This Japanese vintage large iron dessert kashiki dish of a tsuru 鶴 or crane is about 20-30 years old. It is wonderfully molded and carved by a metalsmith. As the description says, it is made of iron. Then, it is painted in white with many thin black lines to show the hair. It is made in great detail. The red-crested crane is identified by the red mark on its head and an important bird to Japan and most important as a symbol of peace and long life. A kashiki is a dish to serve desserts in at the tea ceremony. This is a large and heavy piece and it is made with incredible detail in both the metal work and painting, and a very unusual piece to find. It would make a wonderful serving dish at any occasion or even a decoration. It is signed on the bottom with a stamp burned into the metal, we do not yet know what it says or the maker.

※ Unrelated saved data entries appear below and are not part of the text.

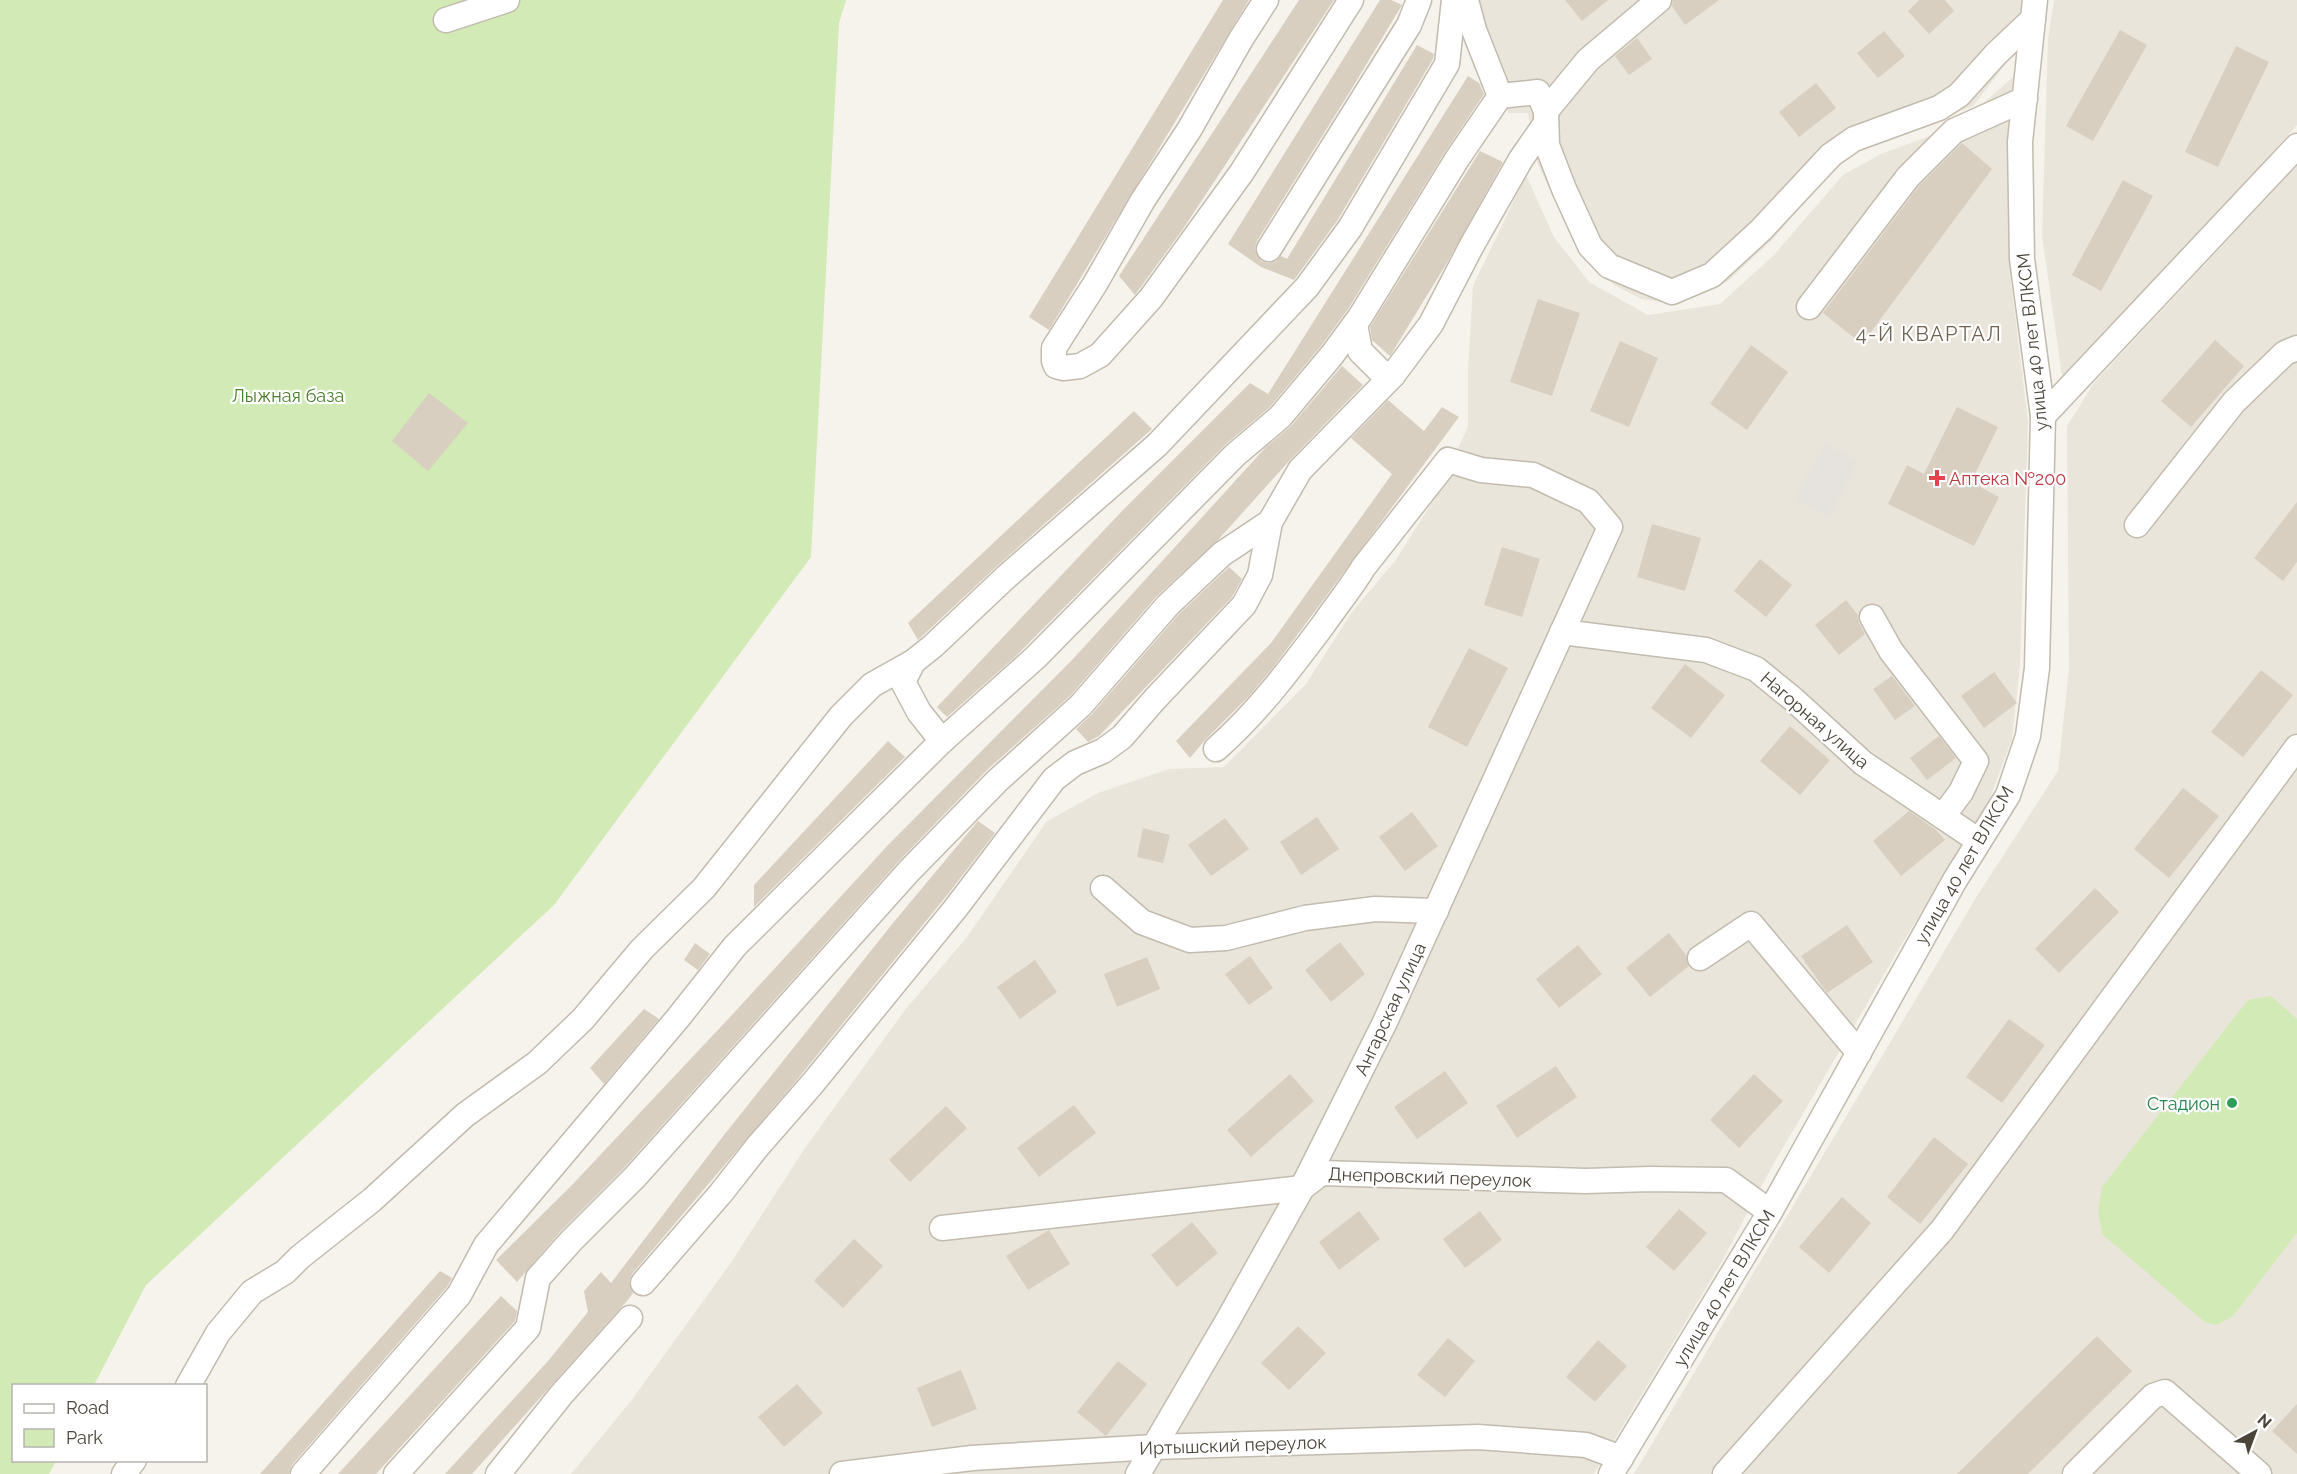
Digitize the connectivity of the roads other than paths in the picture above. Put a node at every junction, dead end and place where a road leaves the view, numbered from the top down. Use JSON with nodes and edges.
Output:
{"nodes":[{"id":1,"x":507,"y":0,"type":"edge"},
{"id":2,"x":1266,"y":0,"type":"edge"},
{"id":3,"x":1351,"y":0,"type":"edge"},
{"id":4,"x":1419,"y":0,"type":"edge"},
{"id":5,"x":1454,"y":0,"type":"edge"},
{"id":6,"x":1466,"y":0,"type":"edge"},
{"id":7,"x":1659,"y":0,"type":"edge"},
{"id":8,"x":2034,"y":10,"type":"edge"},
{"id":9,"x":446,"y":20,"type":"dead end"},
{"id":10,"x":1500,"y":96,"type":"junction"},
{"id":11,"x":2025,"y":99,"type":"junction"},
{"id":12,"x":1546,"y":117,"type":"junction"},
{"id":13,"x":2297,"y":146,"type":"edge"},
{"id":14,"x":1269,"y":249,"type":"dead end"},
{"id":15,"x":1809,"y":307,"type":"dead end"},
{"id":16,"x":1355,"y":324,"type":"junction"},
{"id":17,"x":2297,"y":348,"type":"edge"},
{"id":18,"x":1393,"y":375,"type":"junction"},
{"id":19,"x":2043,"y":416,"type":"junction"},
{"id":20,"x":1270,"y":522,"type":"junction"},
{"id":21,"x":2137,"y":525,"type":"dead end"},
{"id":22,"x":1872,"y":617,"type":"dead end"},
{"id":23,"x":1562,"y":632,"type":"junction"},
{"id":24,"x":913,"y":662,"type":"junction"},
{"id":25,"x":1062,"y":723,"type":"junction"},
{"id":26,"x":942,"y":741,"type":"junction"},
{"id":27,"x":2297,"y":747,"type":"edge"},
{"id":28,"x":1216,"y":749,"type":"dead end"},
{"id":29,"x":1075,"y":763,"type":"junction"},
{"id":30,"x":1943,"y":816,"type":"junction"},
{"id":31,"x":1979,"y":841,"type":"junction"},
{"id":32,"x":1103,"y":888,"type":"dead end"},
{"id":33,"x":1436,"y":911,"type":"junction"},
{"id":34,"x":1700,"y":958,"type":"dead end"},
{"id":35,"x":1859,"y":1053,"type":"junction"},
{"id":36,"x":1302,"y":1188,"type":"junction"},
{"id":37,"x":1770,"y":1212,"type":"junction"},
{"id":38,"x":942,"y":1228,"type":"dead end"},
{"id":39,"x":643,"y":1283,"type":"dead end"},
{"id":40,"x":630,"y":1318,"type":"dead end"},
{"id":41,"x":189,"y":1384,"type":"edge"},
{"id":42,"x":1154,"y":1447,"type":"junction"},
{"id":43,"x":133,"y":1462,"type":"edge"},
{"id":44,"x":1616,"y":1466,"type":"edge"},
{"id":45,"x":124,"y":1474,"type":"edge"},
{"id":46,"x":303,"y":1474,"type":"edge"},
{"id":47,"x":396,"y":1474,"type":"edge"},
{"id":48,"x":498,"y":1474,"type":"edge"},
{"id":49,"x":842,"y":1474,"type":"edge"},
{"id":50,"x":1138,"y":1474,"type":"edge"},
{"id":51,"x":1725,"y":1474,"type":"edge"},
{"id":52,"x":2075,"y":1474,"type":"edge"},
{"id":53,"x":2259,"y":1474,"type":"edge"}],
"edges":[{"from":1,"to":9,"type":"street"},
{"from":2,"to":3,"type":"street"},
{"from":4,"to":14,"type":"street"},
{"from":5,"to":24,"type":"street"},
{"from":6,"to":10,"type":"street"},
{"from":7,"to":12,"type":"street"},
{"from":8,"to":11,"type":"street","name":"улица 40 лет ВЛКСМ"},
{"from":8,"to":12,"type":"street"},
{"from":10,"to":12,"type":"street"},
{"from":10,"to":16,"type":"street"},
{"from":11,"to":15,"type":"street"},
{"from":11,"to":19,"type":"street","name":"улица 40 лет ВЛКСМ"},
{"from":12,"to":18,"type":"street"},
{"from":13,"to":19,"type":"street"},
{"from":16,"to":18,"type":"street"},
{"from":16,"to":26,"type":"street"},
{"from":17,"to":21,"type":"street"},
{"from":18,"to":20,"type":"street"},
{"from":19,"to":31,"type":"street","name":"улица 40 лет ВЛКСМ"},
{"from":20,"to":25,"type":"street"},
{"from":20,"to":29,"type":"street"},
{"from":22,"to":30,"type":"street"},
{"from":23,"to":28,"type":"street","name":"Ангарская улица"},
{"from":23,"to":30,"type":"street","name":"Нагорная улица"},
{"from":23,"to":33,"type":"street","name":"Ангарская улица"},
{"from":24,"to":26,"type":"street"},
{"from":24,"to":41,"type":"street"},
{"from":25,"to":29,"type":"street"},
{"from":25,"to":47,"type":"street"},
{"from":26,"to":46,"type":"street"},
{"from":27,"to":51,"type":"street"},
{"from":29,"to":39,"type":"street"},
{"from":30,"to":31,"type":"street","name":"Нагорная улица"},
{"from":31,"to":35,"type":"street","name":"улица 40 лет ВЛКСМ"},
{"from":32,"to":33,"type":"street"},
{"from":33,"to":36,"type":"street","name":"Ангарская улица"},
{"from":34,"to":35,"type":"street"},
{"from":35,"to":37,"type":"street","name":"улица 40 лет ВЛКСМ"},
{"from":36,"to":37,"type":"street","name":"Днепровский переулок"},
{"from":36,"to":38,"type":"street","name":"Днепровский переулок"},
{"from":36,"to":42,"type":"street","name":"Ангарская улица"},
{"from":37,"to":44,"type":"street","name":"улица 40 лет ВЛКСМ"},
{"from":40,"to":48,"type":"street"},
{"from":42,"to":44,"type":"street","name":"Иртышский переулок"},
{"from":42,"to":49,"type":"street","name":"Иртышский переулок"},
{"from":42,"to":50,"type":"street","name":"Ангарская улица"},
{"from":43,"to":45,"type":"street"},
{"from":52,"to":53,"type":"street"}]}
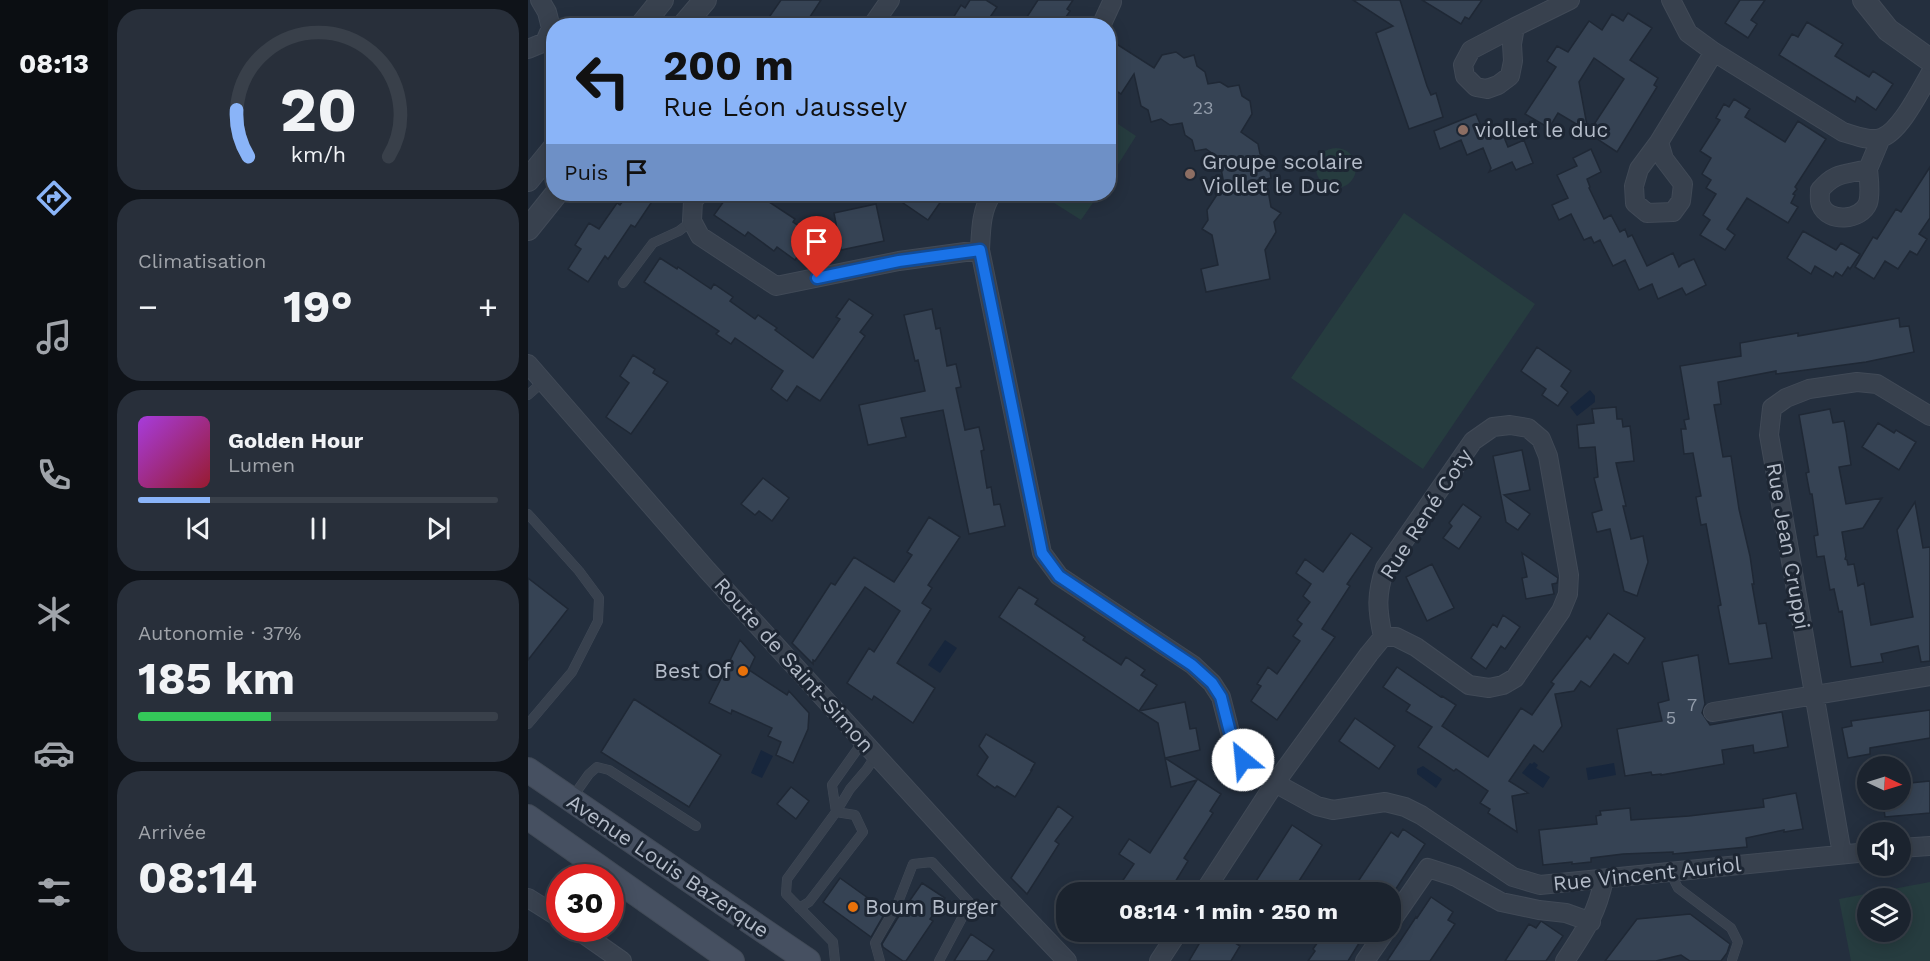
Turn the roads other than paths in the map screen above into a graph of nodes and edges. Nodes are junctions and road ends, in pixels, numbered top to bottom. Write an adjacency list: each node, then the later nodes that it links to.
1 (540, 0): 9 (street)
2 (662, 0): 10 (street)
3 (705, 0): 11 (street)
4 (890, 0): 12 (street)
5 (1570, 0): 14 (street)
6 (1671, 0): 17 (street)
7 (1864, 0): 18 (street)
8 (1115, 1): 13 (street)
9 (548, 18)
10 (647, 18)
11 (690, 18)
12 (878, 18)
13 (1105, 18)
14 (1515, 27)
15 (546, 40): 16 (street)
16 (528, 49)
17 (1714, 52): 20 (street); 21 (street)
18 (1930, 60)
19 (1930, 74): 20 (street)
20 (1881, 138): 23 (street)
21 (1659, 142)
22 (546, 158): 24 (street)
23 (1868, 169)
24 (528, 180)
25 (550, 201): 29 (street)
26 (693, 201): 28 (street)
27 (987, 201): 30 (street, Rue Vincent Auriol)
28 (692, 221): 30 (street); 31 (lane)
29 (528, 229)
30 (980, 250): 47 (street, Rue Vincent Auriol)
31 (623, 283)
32 (528, 364): 33 (street, Route de Saint-Simon)
33 (544, 381): 34 (lane); 44 (street, Route de Saint-Simon)
34 (528, 394)
35 (1930, 416): 39 (street, Rue Jean Cruppi)
36 (528, 514): 42 (lane)
37 (1383, 637): 37 (street, Rue René Coty); 47 (street)
38 (1930, 676): 39 (street)
39 (1806, 697): 41 (street); 55 (street, Rue Jean Cruppi)
40 (528, 707): 42 (lane)
41 (1713, 712)
42 (536, 713): 43 (lane)
43 (528, 724)
44 (864, 740): 45 (street, Route de Saint-Simon); 49 (lane)
45 (876, 755): 49 (lane); 74 (street, Route de Saint-Simon)
46 (528, 770): 48 (main road, Avenue Louis Bazerque)
47 (1275, 783): 57 (street, Rue Vincent Auriol); 58 (street)
48 (571, 799): 51 (lane); 70 (main road, Avenue Louis Bazerque)
49 (836, 812): 61 (lane); 61 (lane)
50 (528, 818): 69 (main road, Avenue Louis Bazerque)
51 (696, 826)
52 (1930, 846): 53 (street)
53 (1911, 848)
54 (1857, 853): 55 (street, Rue Vincent Auriol)
55 (1842, 854): 56 (street, Rue Vincent Auriol)
56 (1670, 872): 57 (street, Rue Vincent Auriol); 67 (lane)
57 (1604, 879): 63 (street)
58 (1211, 882)
59 (528, 898): 62 (street)
60 (1401, 907): 63 (street)
61 (799, 908): 71 (lane)
62 (546, 909)
63 (1591, 922): 77 (street)
64 (594, 942): 68 (street)
65 (1171, 942): 75 (street)
66 (1378, 942): 76 (street)
67 (1732, 960)
68 (622, 961)
69 (732, 961)
70 (808, 961)
71 (835, 961)
72 (880, 961): 73 (lane)
73 (939, 961)
74 (1067, 961)
75 (1159, 961)
76 (1365, 961)
77 (1565, 961)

SIZE: Width 13.84 inches or 35.5 cm, Top to bottom 9.75 inchs or 13.84 cm, Height 1.83 inches or 4.7 cm. Weight 1985 grams or 4.37 lbs
It is excellent condition, no cracks or chips. Please see the pictures and ask any questions. We are non-house smokers and do not smoke around our wares and our very careful with them to have clean hands and in the packing. We are careful to check incoming items for any unusual smells. Again please let us know if you have any questions. This is a purchase from a well- known and honest, quality antique dealer.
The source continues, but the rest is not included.